The great thing about the Internet is that CS luminaries might wander by your little blog and tell you you’re wrong. I thought there might be a way to exploit laziness to make more efficient use of the memory hierarchy on conventional machines. I was thinking about how the FFTW compiler gets great performance. At a high-level, a planner figures out how best to execute many “codelets” (small chunks of optimized code) for an instance of a problem (FFTs in this case) to achieve maximum performance. (SPIRAL does something similar) One insight is to use a cache-oblivious memory model rather than a conventional RAM model. The planner breaks a large problem down into pieces that fit into a cache, then apply the appropriate codelets to each chunk to yield a solution.

But what about laziness? In a lazy language, you get a graph of possible computations and the compiler determines which node to evaluate next. In conventional lazy languages, they evaluate only those nodes that are, or will soon be, needed, i.e. lazily. Eager Haskell, on the other hand, is designed to evaluate most things immediately, and only suspend computation when they run out of resources (heap or stack space). We can change the resource constraints to be cache space instead. That is, only compute a subset of an array that fits in a single page of cache, then maybe suspend computation. What Haskell gives you is a clean operational semantics with much more flexibility in scheduling computations.

Combine both ideas and you might get something useful. Write your program in a form of Eager Haskell (no infinite data structures, though) that uses optimized low-level functions (i.e. codelets). Take the lazy graph and use FFTW’s techniques to determine a good execution order. Compile and enjoy. If you look at what these guys did to get good performance from the Cell processor [1, 2], you’d prefer some help from the compiler. A simple 60 line C program became a 1200 line optimized mess for the Cell. That’s not fun.

Drunks know they are asses

March 10, 2008

From NYTimes story:

In a series of studies in the 1970s and ’80s, psychologists at the University of Washington put more than 300 students into a study room outfitted like a bar with mirrors, music and a stretch of polished pine. The researchers served alcoholic drinks, most often icy vodka tonics, to some of the students and nonalcoholic ones, usually icy tonic water, to others. The drinks looked and tasted the same, and the students typically drank five in an hour or two.

The studies found that people who thought they were drinking alcohol behaved exactly as aggressively, or as affectionately, or as merrily as they expected to when drunk. “No significant difference between those who got alcohol and those who didn’t,” Alan Marlatt, the senior author, said. “Their behavior was totally determined by their expectations of how they would behave.”

In a repeat of the session performed for a coming documentary, one participant insisted that she could not have been drinking because alcohol always made her flush.

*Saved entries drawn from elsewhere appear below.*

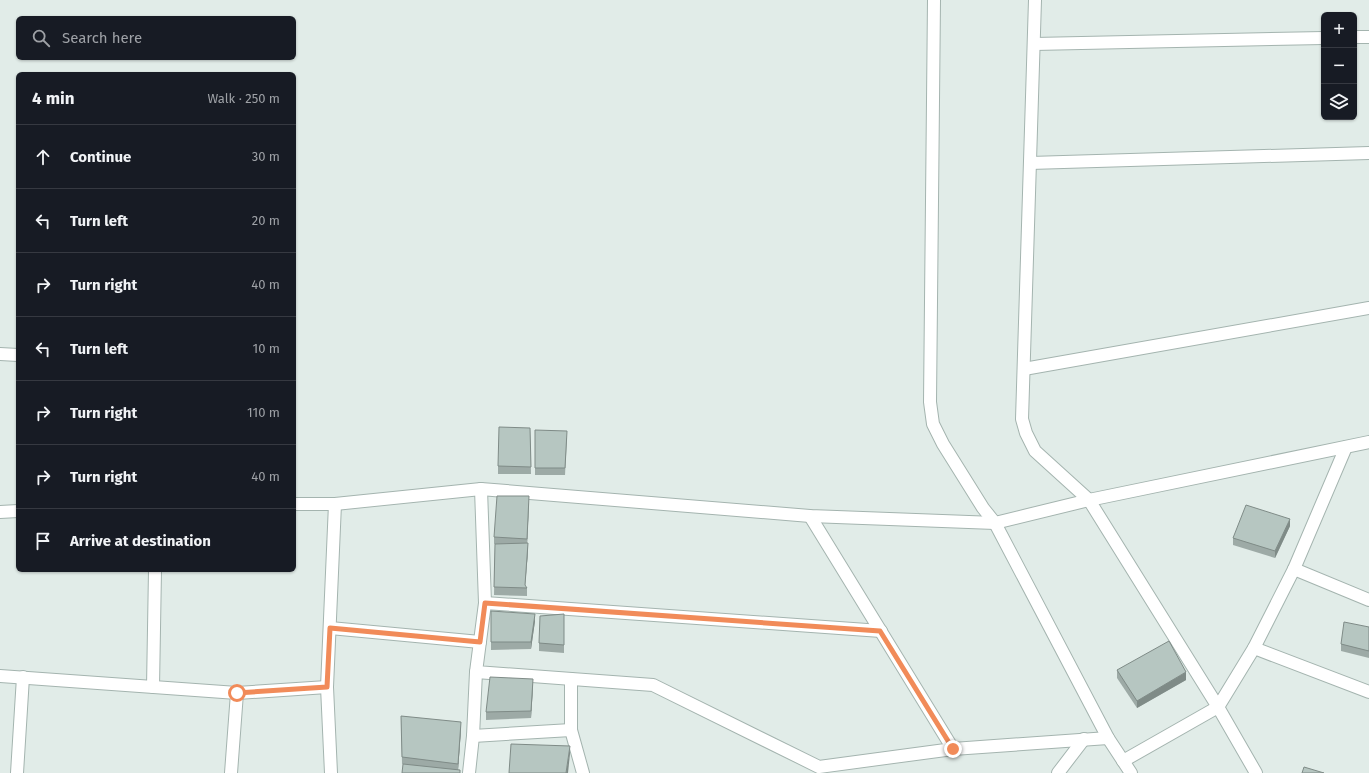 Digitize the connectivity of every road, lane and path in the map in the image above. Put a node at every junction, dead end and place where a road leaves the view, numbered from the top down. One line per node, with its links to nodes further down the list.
1 (934, 0): 22 (street)
2 (1035, 0): 6 (street)
3 (1357, 37): 4 (street)
4 (1369, 37)
5 (1321, 38): 6 (street)
6 (1034, 44): 8 (street)
7 (1369, 153): 8 (street)
8 (1030, 163): 12 (street)
9 (1369, 308): 12 (street)
10 (0, 354): 11 (street)
11 (16, 355)
12 (1024, 370): 16 (street)
13 (1369, 442): 14 (street)
14 (1346, 447): 16 (street); 23 (street)
15 (481, 488): 18 (street); 21 (street); 26 (street)
16 (1089, 500): 22 (street); 39 (street)
17 (296, 504): 18 (street)
18 (336, 504): 27 (street)
19 (16, 511): 20 (street)
20 (0, 512)
21 (810, 516): 22 (street); 28 (street)
22 (994, 523): 42 (street)
23 (1294, 569): 25 (street); 30 (street)
24 (156, 572): 35 (street)
25 (1369, 600)
26 (485, 603): 28 (street); 29 (street)
27 (330, 628): 29 (street); 36 (street)
28 (880, 631): 44 (street)
29 (480, 642): 31 (street)
30 (1254, 648): 37 (street); 39 (street)
31 (476, 672): 34 (street); 41 (street)
32 (0, 676): 33 (street)
33 (23, 678): 35 (street); 46 (street)
34 (570, 680): 40 (street); 44 (street)
35 (153, 687): 38 (street)
36 (327, 687): 38 (street); 48 (street)
37 (1369, 692)
38 (237, 693): 47 (street)
39 (1218, 707): 45 (street); 53 (street)
40 (571, 730): 41 (street); 50 (street)
41 (473, 736): 49 (street)
42 (1108, 738): 43 (street); 45 (street)
43 (1084, 740): 44 (street); 51 (street)
44 (953, 749)
45 (1123, 761): 52 (street)
46 (17, 773)
47 (231, 773)
48 (331, 773)
49 (469, 773)
50 (583, 773)
51 (1058, 773)
52 (1131, 773)
53 (1256, 773)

“We told her that, yes, in fact she was drinking it,” Dr. Marlatt said. “She immediately flushed.”

Homemade Coherence

March 5, 2008

I’m running Xubuntu in VMware Server on XP Pro. I’ve turned off X11 and all other GUI stuff in Ubuntu, which brings base memory usage down to 130MB. I’m running Cygwin/X on XP, which allows me to run Emacs in Ubuntu (via ssh) and display it on my desktop along with my Windows apps much like Parallels’ Coherence. The important thing is to change the GRUB entry for Linux to “nosplash”; otherwise, it runs the XFCE graphical splash page and eats up way more memory. All I really need is Emacs; the rest is just eye candy.